Leipzig Wilhelm-Leuschner-Platz is an underground railway station in the city of Leipzig, Germany. It was built as part of the Leipzig City Tunnel project and opened on 15 December 2013, enabling passengers to travel directly by rail from Leipzig Hauptbahnhof to the city centre.

==Train services==
Leipzig Wilhelm-Leuschner-Platz station is served by seven of the ten S-Bahn Mitteldeutschland lines. Planners hope that the high frequency service and fast journey times will increase passenger capacity on the city's public transport and thus relieve road traffic in the city.
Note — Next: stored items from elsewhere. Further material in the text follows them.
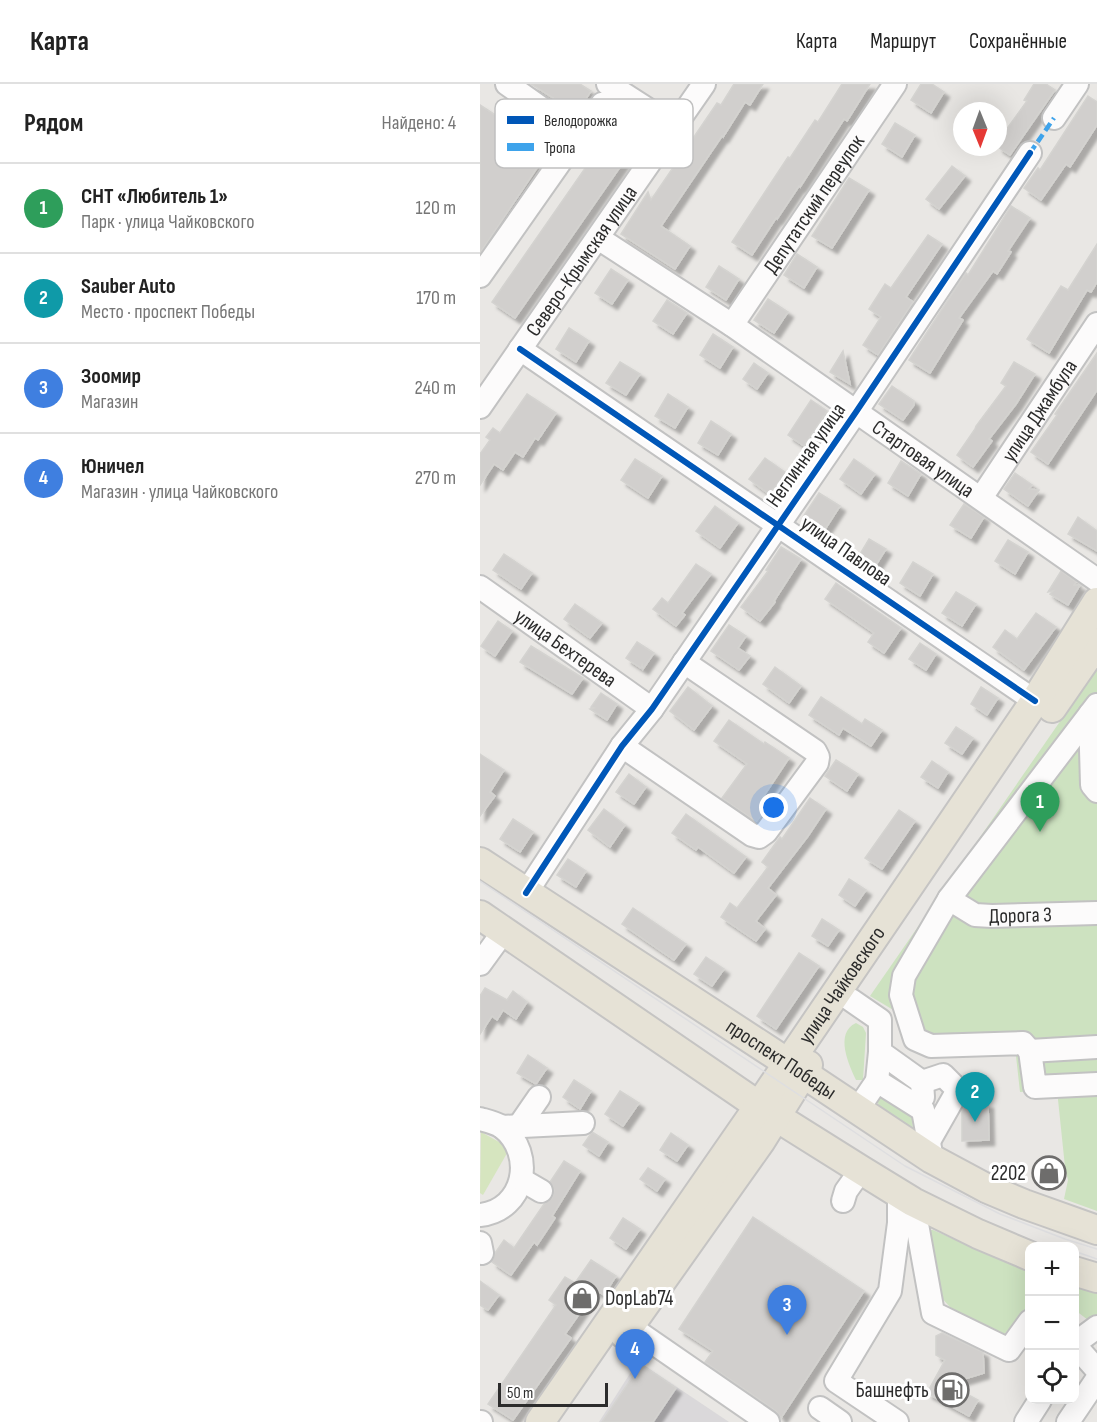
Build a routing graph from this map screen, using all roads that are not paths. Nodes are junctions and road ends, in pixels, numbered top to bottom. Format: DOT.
graph roads {
  1 [pos="507,84"];
  2 [pos="704,84"];
  3 [pos="895,84"];
  4 [pos="1077,84"];
  5 [pos="528,99"];
  6 [pos="693,101"];
  7 [pos="1054,118"];
  8 [pos="1030,153"];
  9 [pos="556,168"];
  10 [pos="647,168"];
  11 [pos="598,238"];
  12 [pos="480,276"];
  13 [pos="1097,324"];
  14 [pos="732,326"];
  15 [pos="520,349"];
  16 [pos="480,407"];
  17 [pos="856,412"];
  18 [pos="981,498"];
  19 [pos="778,524"];
  20 [pos="1097,580"];
  21 [pos="480,586"];
  22 [pos="1097,602"];
  23 [pos="1097,643"];
  24 [pos="684,662"];
  25 [pos="1035,701"];
  26 [pos="652,709"];
  27 [pos="1094,709"];
  28 [pos="622,746"];
  29 [pos="1097,790"];
  30 [pos="480,862"];
  31 [pos="526,893"];
  32 [pos="949,899"];
  33 [pos="1097,913"];
  34 [pos="480,915"];
  35 [pos="504,931"];
  36 [pos="480,964"];
  37 [pos="851,1000"];
  38 [pos="1097,1047"];
  39 [pos="1030,1051"];
  40 [pos="880,1052"];
  41 [pos="795,1067"];
  42 [pos="877,1081"];
  43 [pos="922,1082"];
  44 [pos="1097,1084"];
  45 [pos="539,1097"];
  46 [pos="858,1109"];
  47 [pos="923,1110"];
  48 [pos="768,1111"];
  49 [pos="480,1119"];
  50 [pos="583,1123"];
  51 [pos="510,1127"];
  52 [pos="931,1150"];
  53 [pos="861,1170"];
  54 [pos="906,1198"];
  55 [pos="843,1201"];
  56 [pos="480,1215"];
  57 [pos="1097,1230"];
  58 [pos="1025,1254"];
  59 [pos="1079,1273"];
  60 [pos="1097,1278"];
  61 [pos="629,1326"];
  62 [pos="1025,1327"];
  63 [pos="1097,1327"];
  64 [pos="1079,1340"];
  65 [pos="1079,1350"];
  66 [pos="1097,1370"];
  67 [pos="1097,1379"];
  68 [pos="1037,1404"];
  69 [pos="820,1408"];
  70 [pos="540,1422"];
  71 [pos="562,1422"];
  72 [pos="768,1422"];
  73 [pos="840,1422"];
  74 [pos="897,1422"];
  75 [pos="1026,1422"];
  76 [pos="1068,1422"];
  1 -- 5 [label="street"];
  2 -- 6 [label="street, Северо-Крымская улица"];
  3 -- 14 [label="street, Депутатский переулок"];
  4 -- 7 [label="street"];
  8 -- 17 [label="street, Неглинная улица"];
  9 -- 12 [label="street"];
  10 -- 11 [label="street, Северо-Крымская улица"];
  11 -- 14 [label="street, Стартовая улица"];
  11 -- 15 [label="street, Северо-Крымская улица"];
  13 -- 18 [label="street, улица Джамбула"];
  14 -- 17 [label="street, Стартовая улица"];
  15 -- 16 [label="street, Северо-Крымская улица"];
  15 -- 19 [label="street, улица Павлова"];
  17 -- 18 [label="street, Стартовая улица"];
  17 -- 19 [label="street, Неглинная улица"];
  18 -- 20 [label="street, Стартовая улица"];
  19 -- 24 [label="street, Неглинная улица"];
  19 -- 25 [label="street, улица Павлова"];
  21 -- 26 [label="street, улица Бехтерева"];
  22 -- 25 [label="main road, улица Чайковского"];
  23 -- 37 [label="main road, улица Чайковского"];
  24 -- 26 [label="street, Неглинная улица"];
  24 -- 28 [label="street"];
  25 -- 41 [label="main road, улица Чайковского"];
  26 -- 28 [label="street, Неглинная улица"];
  27 -- 29 [label="street"];
  27 -- 32 [label="street"];
  28 -- 31 [label="street, Неглинная улица"];
  30 -- 31 [label="main road, проспект Победы"];
  31 -- 41 [label="main road, проспект Победы"];
  32 -- 33 [label="street, Дорога 3"];
  32 -- 39 [label="street"];
  34 -- 35 [label="main road"];
  35 -- 36 [label="street"];
  35 -- 48 [label="main road"];
  37 -- 40 [label="street"];
  37 -- 41 [label="main road, улица Чайковского"];
  38 -- 39 [label="street"];
  39 -- 44 [label="street"];
  40 -- 42 [label="street"];
  40 -- 43 [label="street"];
  41 -- 46 [label="main road, проспект Победы"];
  41 -- 48 [label="main road, улица Чайковского"];
  42 -- 46 [label="street"];
  42 -- 47 [label="street"];
  43 -- 47 [label="street"];
  43 -- 52 [label="street"];
  45 -- 51 [label="street"];
  46 -- 52 [label="main road, проспект Победы"];
  47 -- 52 [label="street"];
  48 -- 53 [label="main road"];
  48 -- 61 [label="main road, улица Чайковского"];
  48 -- 70 [label="main road, улица Чайковского"];
  49 -- 51 [label="street"];
  50 -- 51 [label="street"];
  51 -- 56 [label="street"];
  52 -- 57 [label="main road, проспект Победы"];
  53 -- 54 [label="main road"];
  53 -- 55 [label="street"];
  54 -- 58 [label="main road"];
  54 -- 62 [label="street"];
  54 -- 74 [label="street"];
  59 -- 60 [label="main road"];
  61 -- 71 [label="main road, улица Чайковского"];
  61 -- 72 [label="street"];
  63 -- 64 [label="street"];
  65 -- 66 [label="street"];
  67 -- 76 [label="street"];
  68 -- 75 [label="street"];
  69 -- 73 [label="street"];
}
The following services currently call at the station:

| Preceding station | Mitteldeutschland S-Bahn |  |  | Following station |
| Leipzig Markt towards Leipzig Miltitzer Allee |  | S 1 |  | Leipzig Bayerischer Bahnhof towards Leipzig-Stötteritz |
| Leipzig Markt towards Dessau Hbf or Lutherstadt Wittenberg Hbf |  | S 2 |  |
| Leipzig Markt towards Halle-Nietleben |  | S 3 |  | Leipzig Bayerischer Bahnhof towards Wurzen or Oschatz |
| Leipzig Markt towards Falkenberg (Elster) |  | S 4 |  | Leipzig Bayerischer Bahnhof towards Markkleeberg-Gaschwitz |
| Leipzig Markt towards Halle (Saale) Hbf |  | S 5 |  | Leipzig Bayerischer Bahnhof towards Zwickau Hbf |
|  | S 5x |  |
| Leipzig Markt towards Leipzig Messe |  | S 6 |  | Leipzig Bayerischer Bahnhof towards Geithain |

==Tram services==
- 2
- 8
- 9
- 10
- 11
- 14

==Design==
Located 20 m underground, Leipzig Wilhelm-Leuschner-Platz station has a 140 m island platform. There are two entrances, north and south of the Martin Luther Ring-Road.